SVA Features: Marvel Legend Joe Sinnott
April 19, 2018
by Greg Herbowy
On a nondescript street in Saugerties, New York, two priceless stores of art sit side by side. The first, occupying a squat, anonymous-looking warehouse, is the East Coast facility of Archive Fine Art, which holds artworks for collectors, galleries and museums. The second, occupying a rear unit in the back of a small brick apartment building, is the home of Joe Sinnott (G 1952), a comics illustrator and inker well into the seventh decade of a staggeringly prolific career.
A conservative estimate puts the tally of comic books, strips, ads and related ephemera that Sinnott has worked on as penciller, inker or cover artist at well over 4,000. The overwhelming majority of that work is with Marvel Comics, arguably the industry’s dominant creative force and unquestionably the one most responsible for our current superhero-saturated popular culture. He began freelancing for the company’s then editor-in-chief, Stan Lee, while he was still a student and the company—then known as Timely—was better known for its Westerns and war stories. Between 1950 and the early ’90s, Sinnott worked on nearly every title in the company’s roster, from Avengers to X-Men. He was the inker for the first appearance of Thor—now one of Marvel’s most popular characters, on the page and screen—and for dozens of subsequent stories starring the hero. And beginning with issue number 5, in 1962, he inked nearly 300 issues of Fantastic Four—the title widely credited with establishing Marvel’s brand—including a five-year run with series co-creator and comics legend Jack Kirby.
Just as he was present for the origins of many superheroes that, more than 50 years on, show no sign of lessening their hold on the popular imagination, Sinnott was also witness to the foundational years of the School of Visual Arts, back when it was a modest operation known as the Cartoonists and Illustrators School. Like many early students, he attended under the GI Bill, having served in the Pacific theater with the Navy during World War II. After graduating, he moved back to his hometown of Saugerties to raise his family and establish a long-distance relationship with Marvel.
Though Sinnott has lately stepped away from the demands of full-length books, he still works with Lee. For the last 27 years, he has inked Lee’s Amazing Spider-Man Sunday comic strip, syndicated in newspapers nationwide by King Features. And his past work continues to draw an audience: Sinnott regularly attends comics conventions in the Northeast, and this July, Hermes Press will publish Joe Sinnott: Embellishing Life, a 240-page hardcover collection of selected work.

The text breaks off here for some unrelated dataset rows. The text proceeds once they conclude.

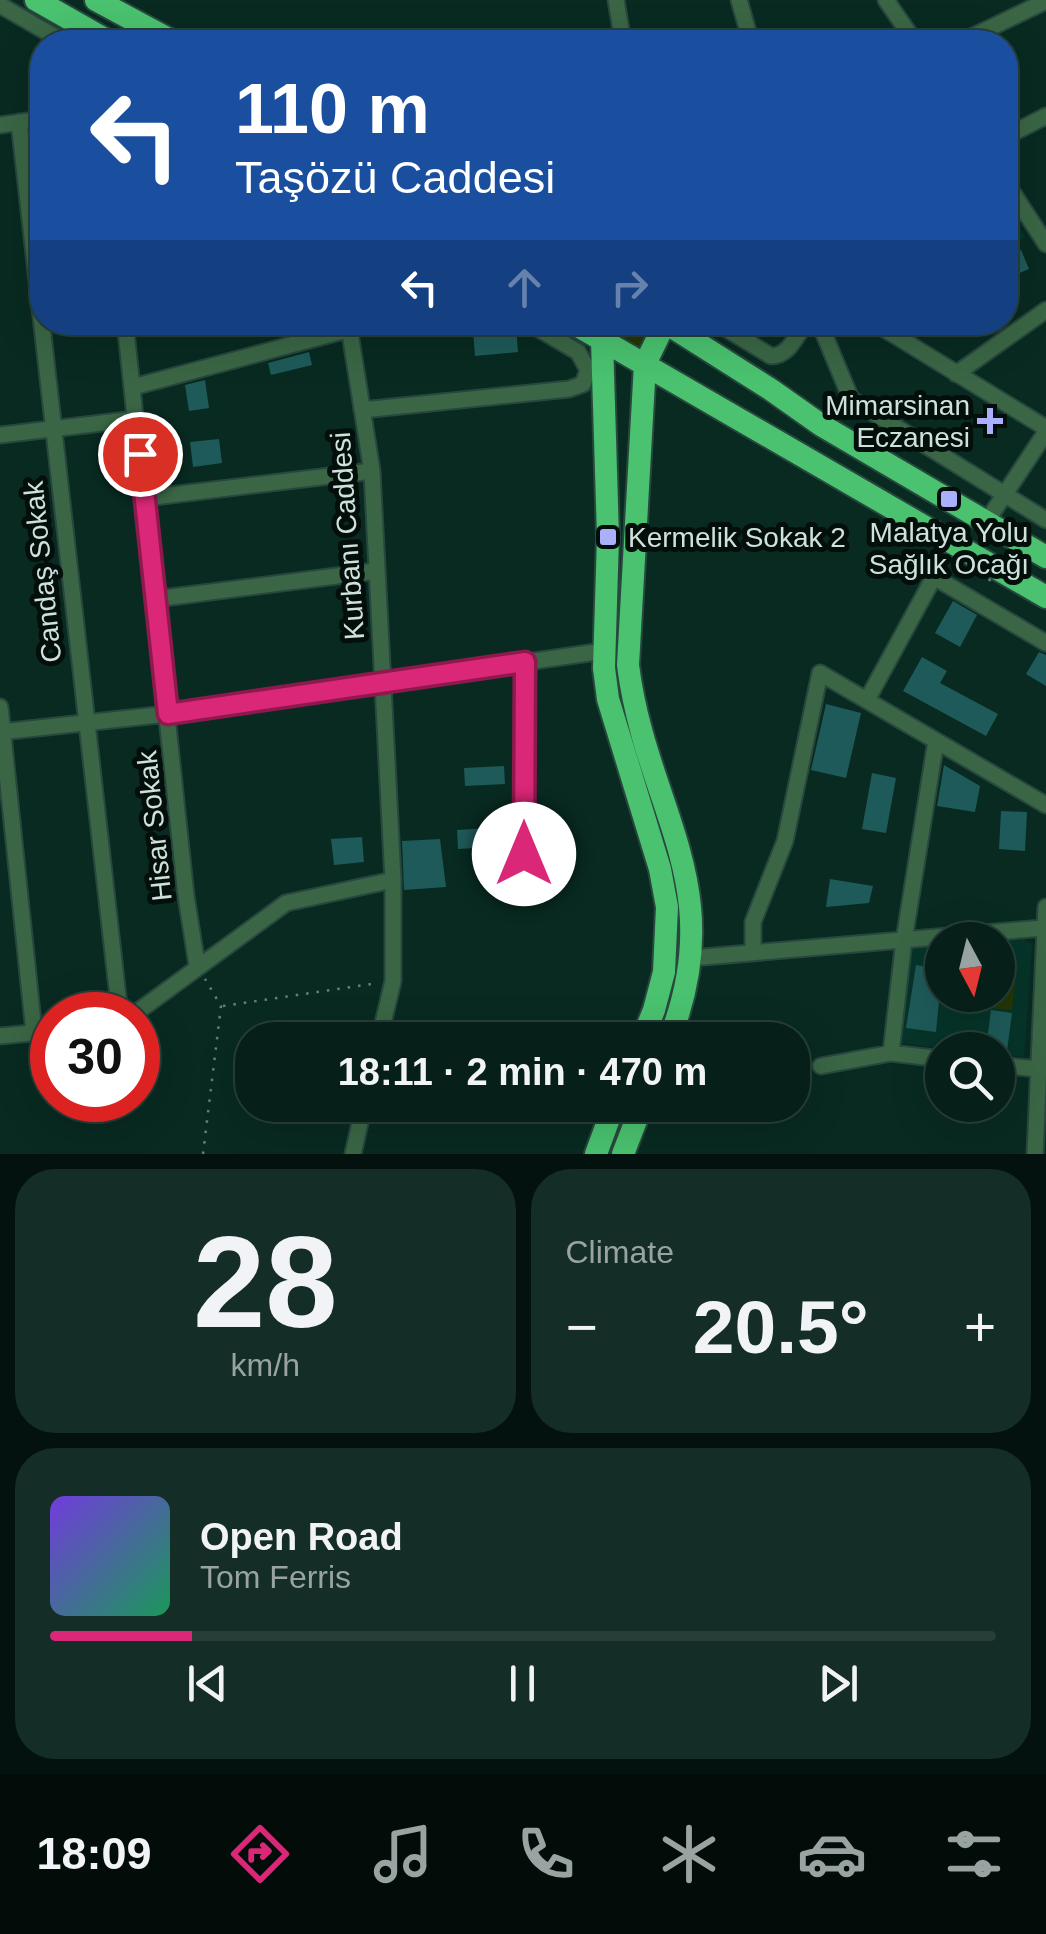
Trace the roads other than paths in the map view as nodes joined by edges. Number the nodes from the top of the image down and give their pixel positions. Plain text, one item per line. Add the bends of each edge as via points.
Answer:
1 (36, 0) edge
2 (96, 0) edge
3 (616, 0) edge
4 (740, 0) edge
5 (886, 0) edge
6 (1046, 1) edge
7 (0, 5) edge
8 (43, 30) edge
9 (89, 30) edge
10 (152, 30) edge
11 (622, 30) edge
12 (748, 30) edge
13 (906, 30) edge
14 (986, 30) edge
15 (1046, 116) edge
16 (30, 121) edge
17 (19, 122) junction
18 (0, 124) edge
19 (1018, 130) edge
20 (1018, 201) edge
21 (30, 228) edge
22 (1046, 244) edge
23 (1046, 310) edge
24 (1018, 330) edge
25 (41, 335) edge
26 (127, 335) edge
27 (300, 335) edge
28 (350, 335) edge
29 (549, 335) edge
30 (607, 335) edge
31 (611, 335) edge
32 (659, 335) edge
33 (684, 335) edge
34 (736, 335) edge
35 (797, 335) edge
36 (825, 335) edge
37 (893, 335) edge
38 (1011, 335) edge
39 (644, 364) junction
40 (956, 374) junction
41 (133, 387) junction
42 (362, 410) junction
43 (136, 419) junction
44 (51, 429) junction
45 (1046, 430) edge
46 (0, 435) edge
47 (372, 472) junction
48 (1003, 495) junction
49 (145, 498) junction
50 (1046, 520) edge
51 (986, 521) junction
52 (1046, 557) edge
53 (376, 571) junction
54 (1046, 597) edge
55 (155, 599) junction
56 (1046, 642) edge
57 (603, 651) junction
58 (525, 662) junction
59 (382, 682) junction
60 (866, 700) junction
61 (0, 707) edge
62 (168, 714) junction
63 (85, 723) junction
64 (2, 732) edge
65 (936, 741) junction
66 (1046, 806) edge
67 (524, 854) dead end
68 (392, 880) junction
69 (1046, 907) edge
70 (1043, 928) junction
71 (904, 940) junction
72 (753, 952) junction
73 (692, 958) junction
74 (197, 965) junction
75 (117, 992) edge
76 (30, 994) edge
77 (160, 994) edge
78 (384, 1022) edge
79 (649, 1022) edge
80 (676, 1022) edge
81 (30, 1032) edge
82 (0, 1036) edge
83 (892, 1053) junction
84 (925, 1057) edge
85 (820, 1066) dead end
86 (1015, 1067) edge
87 (1038, 1069) junction
88 (360, 1122) edge
89 (608, 1122) edge
90 (635, 1122) edge
91 (353, 1154) edge
92 (596, 1154) edge
93 (623, 1154) edge
94 (1035, 1154) edge

1 - 9 highway
2 - 10 highway
3 - 11 street
4 - 12 street
5 - 13 street
6 - 14 street
7 - 8 street
15 - 19 street
16 - 17 street
17 - 18 street
17 - 21 street, Candaş Sokak
20 - 22 street
23 - 24 street
25 - 44 street, Candaş Sokak
26 - 41 street, Hisar Sokak
27 - 41 street
28 - 42 street, Kurbanı Caddesi
29 - 42 street via 578,352 588,370 583,384
30 - 57 highway
31 - 39 highway
32 - 39 highway
33 - 51 highway via 820,425
34 - 35 street via 778,356
36 - 48 street via 850,400
37 - 40 street
38 - 40 street
39 - 54 highway
39 - 73 highway via 628,665 687,875
40 - 45 street
41 - 43 street, Hisar Sokak
42 - 47 street, Kurbanı Caddesi
43 - 44 street
43 - 49 street, Hisar Sokak
44 - 46 street
44 - 63 street, Candaş Sokak
45 - 48 street
47 - 49 street
47 - 53 street, Kurbanı Caddesi
48 - 50 street
48 - 51 street
49 - 55 street, Hisar Sokak
51 - 52 highway
53 - 55 street
53 - 59 street, Kurbanı Caddesi
55 - 62 street, Hisar Sokak
56 - 60 street via 934,577
57 - 58 street
57 - 79 highway via 608,699 667,907 664,972
58 - 59 street
58 - 67 street
59 - 62 street
59 - 68 street, Kurbanı Caddesi
60 - 65 street
60 - 72 street via 820,673 785,842 753,922
61 - 64 street
62 - 63 street
62 - 74 street, Hisar Sokak
63 - 64 street
63 - 75 street, Candaş Sokak
64 - 76 street
65 - 66 street
65 - 71 street
68 - 74 street via 286,903
68 - 78 street, Kurbanı Caddesi via 394,980
69 - 70 street
70 - 71 street
70 - 87 street
71 - 72 street
71 - 83 street
72 - 73 street
73 - 80 highway
74 - 77 street
81 - 82 street
83 - 84 street
83 - 85 street
86 - 87 street
87 - 94 street
88 - 91 street
89 - 92 highway
90 - 93 highway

You’ve been working on the Amazing Spider-Man Sunday strip for nearly 30 years. What’s the process of putting it together?
Every 10 days I get two strips, always six panels to a strip. Stan writes the story, and he sends it to Alex Saviuk, who pencils it. Then Alex sends it to a great letterer, Janice Chiang. She lives in Woodstock, only eight miles away, and sometimes, if the deadline is tight, she’ll bring it down to me in person. After I ink it, I bring it to the FedEx drop box and send it to Stan, and he’s got a coloring department out there [in California] that colors it, and from there it’s sent to the printer. We work pretty far in advance. In November, we’re doing February’s strips. It’s a long process, actually.
How long have you worked with Stan Lee?
Would you believe 68 years? I met Stan by working for [early SVA faculty member] Tom Gill, as Tom’s assistant. Tom had an account at Timely, and I worked on Kent Blake and Red Warrior for him.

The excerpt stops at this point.